DWC closes medical billing complaint loophole


On May 7, 2024, DWC adopted amendments to rule 180.2 concerning filing a complaint.  The amendments prevent health care providers from using the complaint process to circumvent the one-year filing deadline for medical fee disputes. The amended rule states:    
A health care provider cannot submit a complaint about a medical billing issue if the date of service for the medical billing issue was more than 12 months before the date of the complaint, unless the issue qualifies for an exception to the filing deadline under §133.307(c)(1)(B) of this title, concerning medical fee dispute resolution. If the issue qualifies for an exception to the medical fee dispute resolution filing deadline under §133.307(c)(1)(B), then a health care provider cannot submit a complaint about that issue if the medical fee dispute resolution filing deadline in §133.307(c)(1)(B) has passed. 
The rule also notes, “This subsection does not apply to a health care provider submitting a complaint under Insurance Code Chapter 1305.”  Section 1305.401 of the Workers’ Compensation Health Care Network Act requires each network to implement and maintain a complaint system to resolve complaints.  A health care provider may submit a complaint to the network over a fee dispute and if dissatisfied with the outcome, the provider may file a complaint with TDI’s complaint resolution process.
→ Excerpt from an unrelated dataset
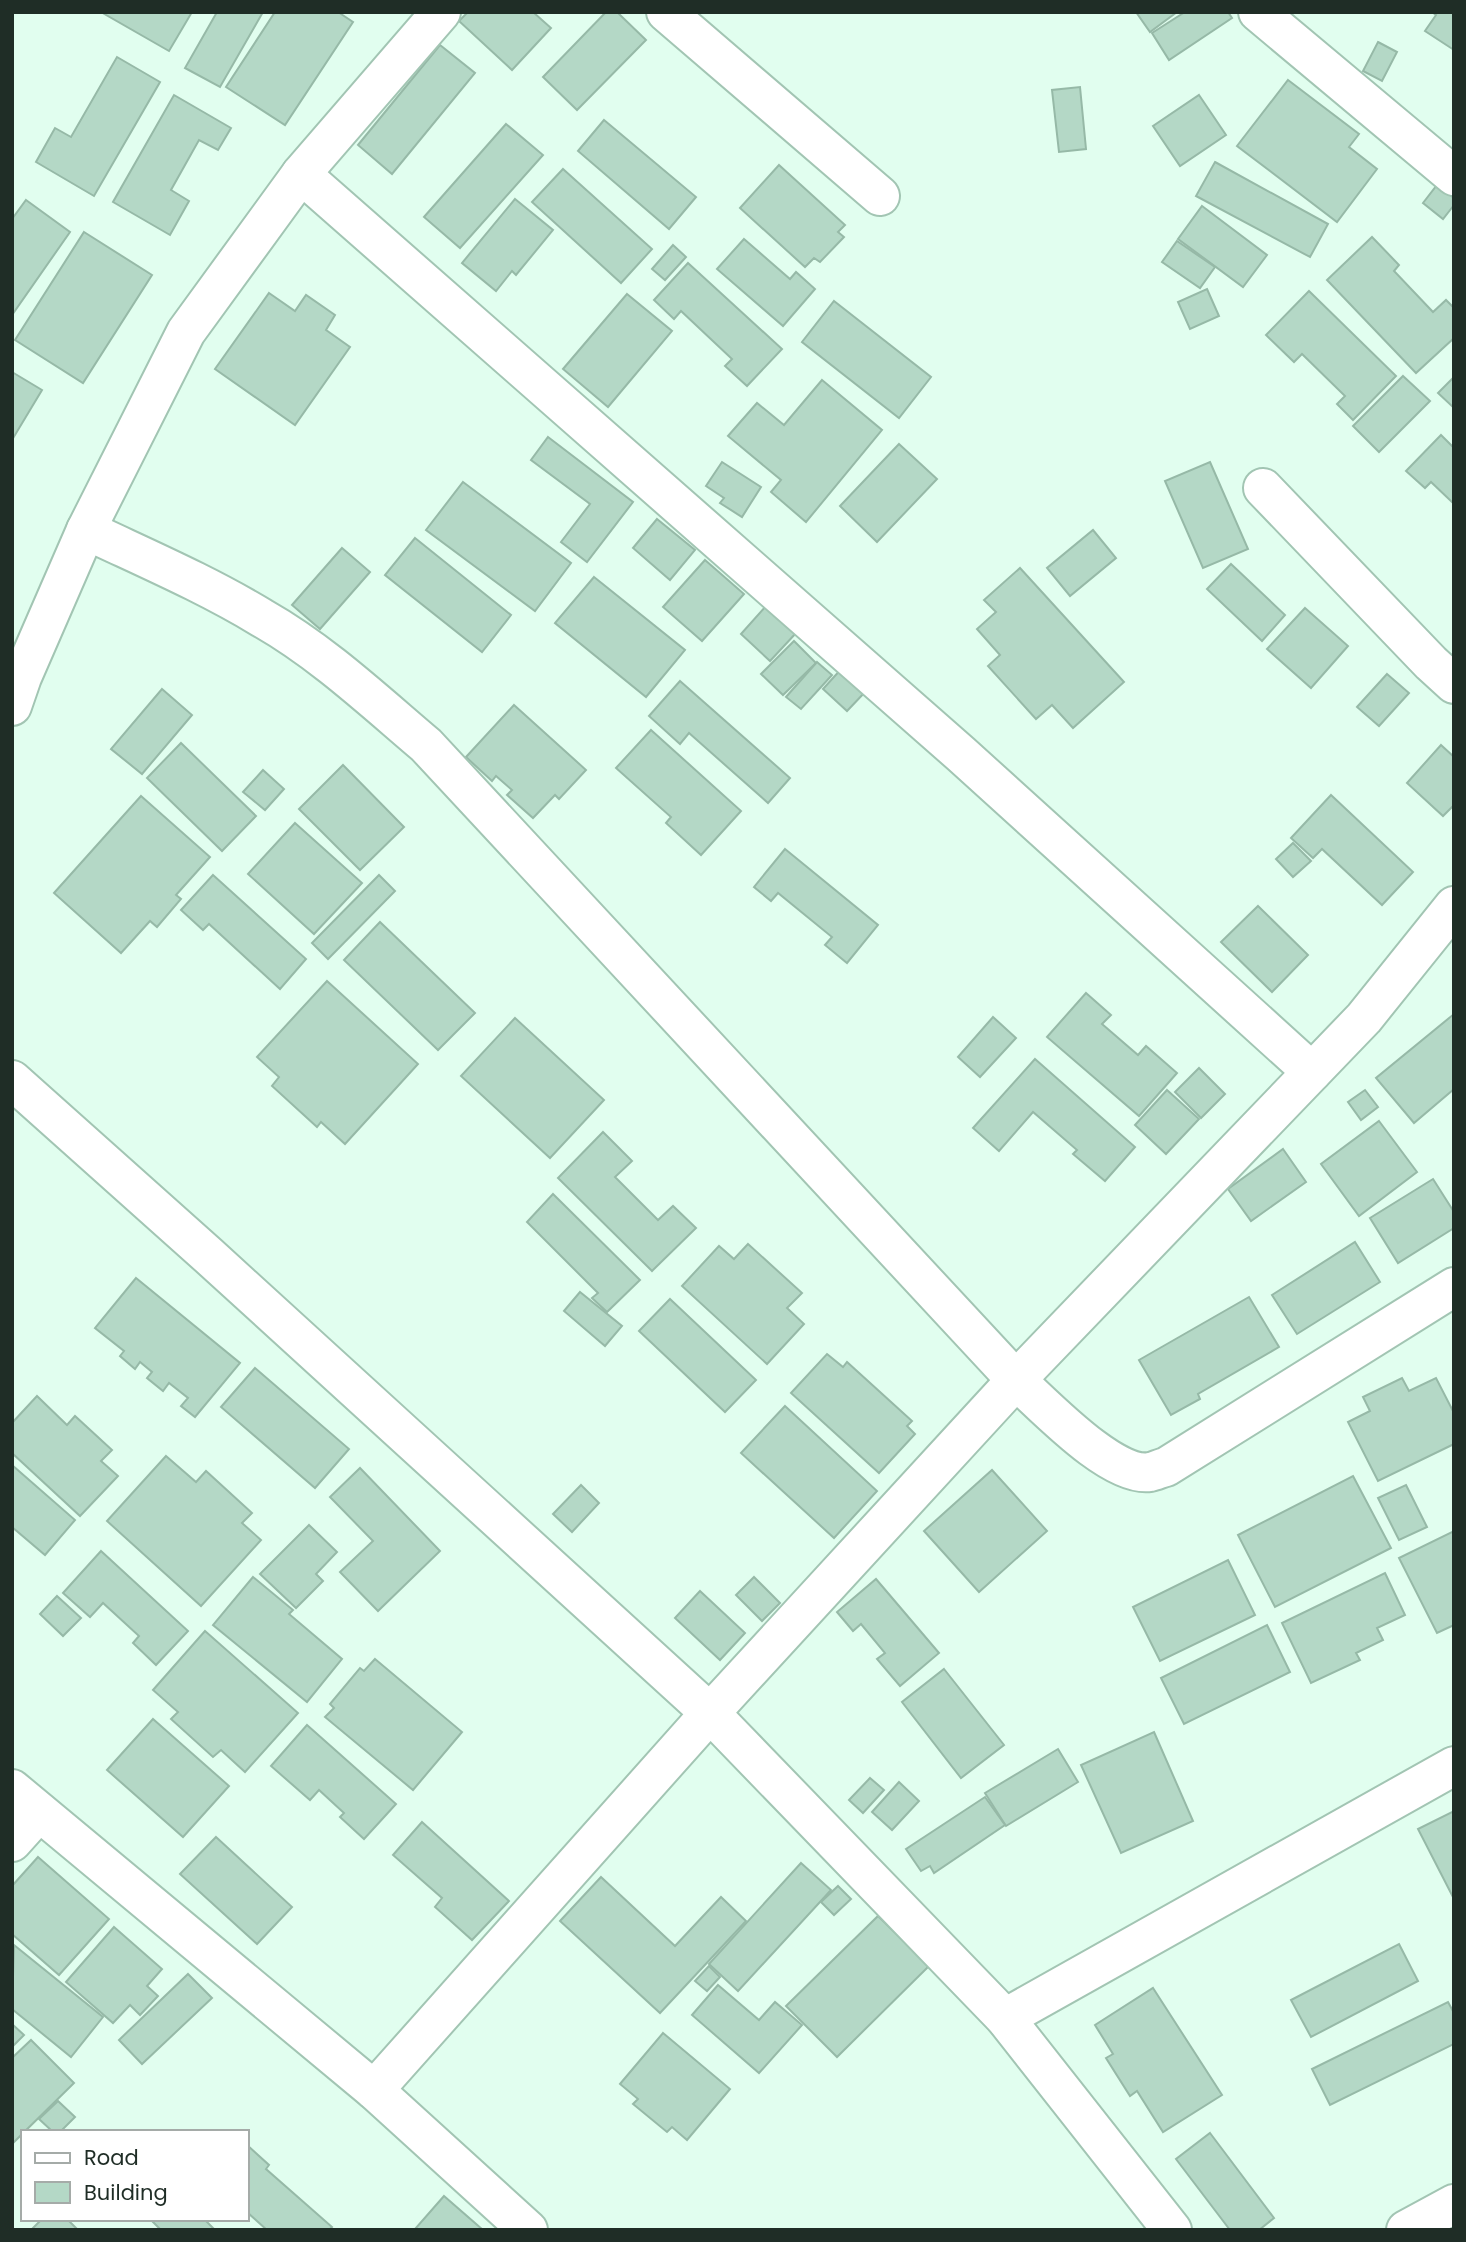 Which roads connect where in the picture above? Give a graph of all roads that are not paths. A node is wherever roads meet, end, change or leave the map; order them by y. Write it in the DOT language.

In-network fee disputes are not governed by Section 413.031 of the Workers’ Compensation Act and so there is not a one-year filing deadline for those disputes. DWC also does not have jurisdiction to resolve disputes over fees for medical services provided subject to a network contract.  Those are contract disputes that are governed by the terms of the contract between the network and health care provider and if the dispute is not resolved through the complaint process, it can be resolved through litigation or arbitration, if the contract mandates arbitration.

Mental health post-pandemic


Our friends at IMO just published a new article that discusses many of the current stressors we are all facing that have led to an increase in mental health issues and it offers helpful strategies to maintain good mental health.  It’s well worth a read: Mental Health — Managing the Growing Chaos Among Us.
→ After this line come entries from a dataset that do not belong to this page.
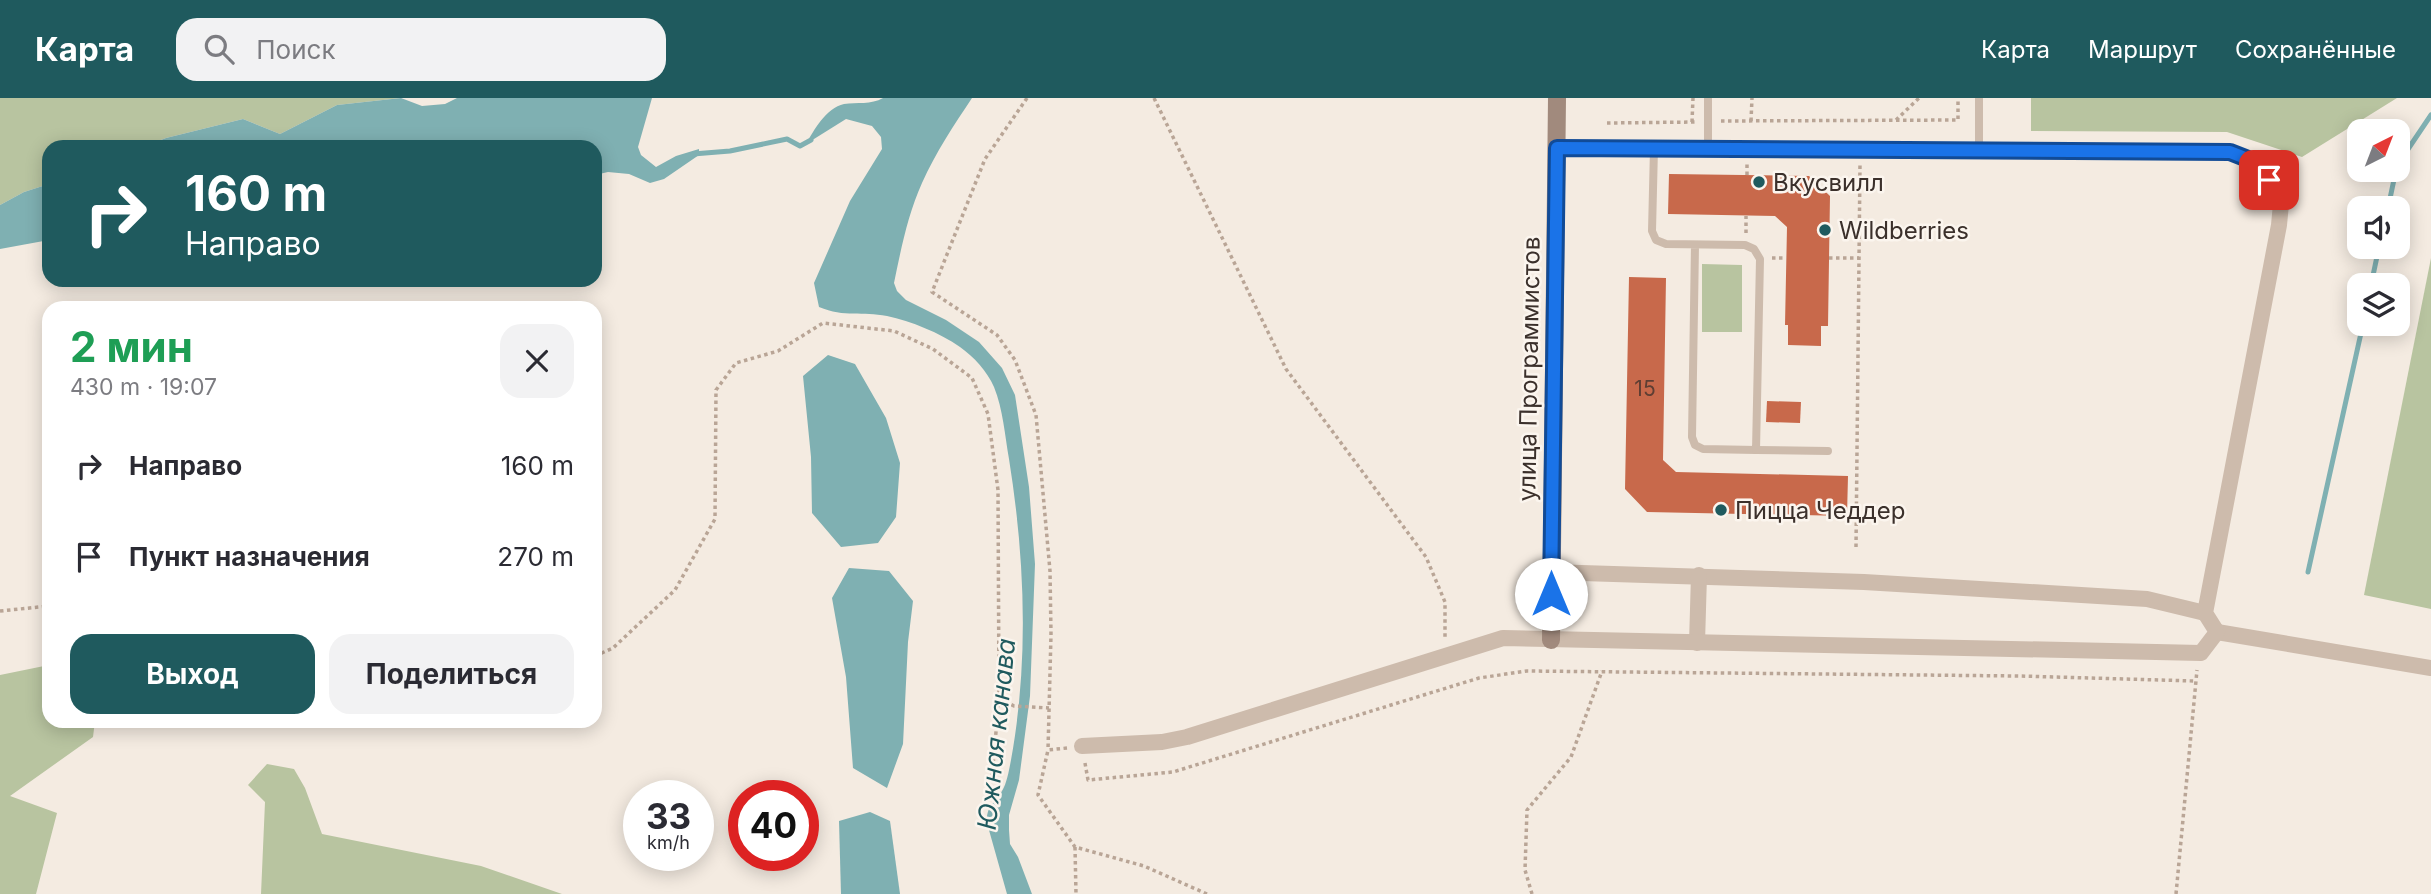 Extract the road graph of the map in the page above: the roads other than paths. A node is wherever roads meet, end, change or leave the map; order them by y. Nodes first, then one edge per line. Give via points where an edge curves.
1 (1557, 98) edge
2 (1708, 98) edge
3 (1979, 98) edge
4 (1557, 148) junction
5 (1654, 148) junction
6 (1708, 149) junction
7 (1979, 150) junction
8 (1695, 244) junction
9 (1756, 450) junction
10 (1828, 451) dead end
11 (1550, 572) junction
12 (1699, 575) junction
13 (2205, 612) junction
14 (2217, 632) junction
15 (1551, 640) junction
16 (1697, 643) junction
17 (2431, 668) edge
18 (1082, 746) road end

1 - 4 street, улица Программистов
2 - 6 lane
3 - 7 lane
4 - 5 street
4 - 11 street, улица Программистов
5 - 6 street
5 - 8 lane via 1656,240
6 - 7 street
7 - 13 street via 2230,152 2253,161 2281,204
8 - 9 lane via 1745,245 1760,259
8 - 9 lane via 1692,438 1703,449
9 - 10 lane
11 - 12 street
11 - 15 street, улица Программистов
12 - 13 street via 2147,599
12 - 16 street
13 - 14 street
14 - 16 street via 2201,653
14 - 17 street
15 - 16 street
15 - 18 street via 1503,638 1187,737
Copyright 2024, Stone Loughlin & Swanson, LLP


Movin’ on up!


Amanda Barlow, Administrative Law Judge in the Fort Worth Field Office since 2015, is joining the Division Appeals Panel.  Judge Barlow is the current Secretary of the Texas State Bar workers’ compensation section.    Judge Barlow obtained her law degree in 2007 from Texas Wesleyan University which was acquired by Texas A&M in 2013 and is now known as the Texas A&M University School of Law.  In 2024, it was named the 26th best law school in the country by U.S. News & World Report. Gig Em, Aggies!  We look forward to her bringing her nine years of practical experience to the jurisprudence of the Appeals Panel.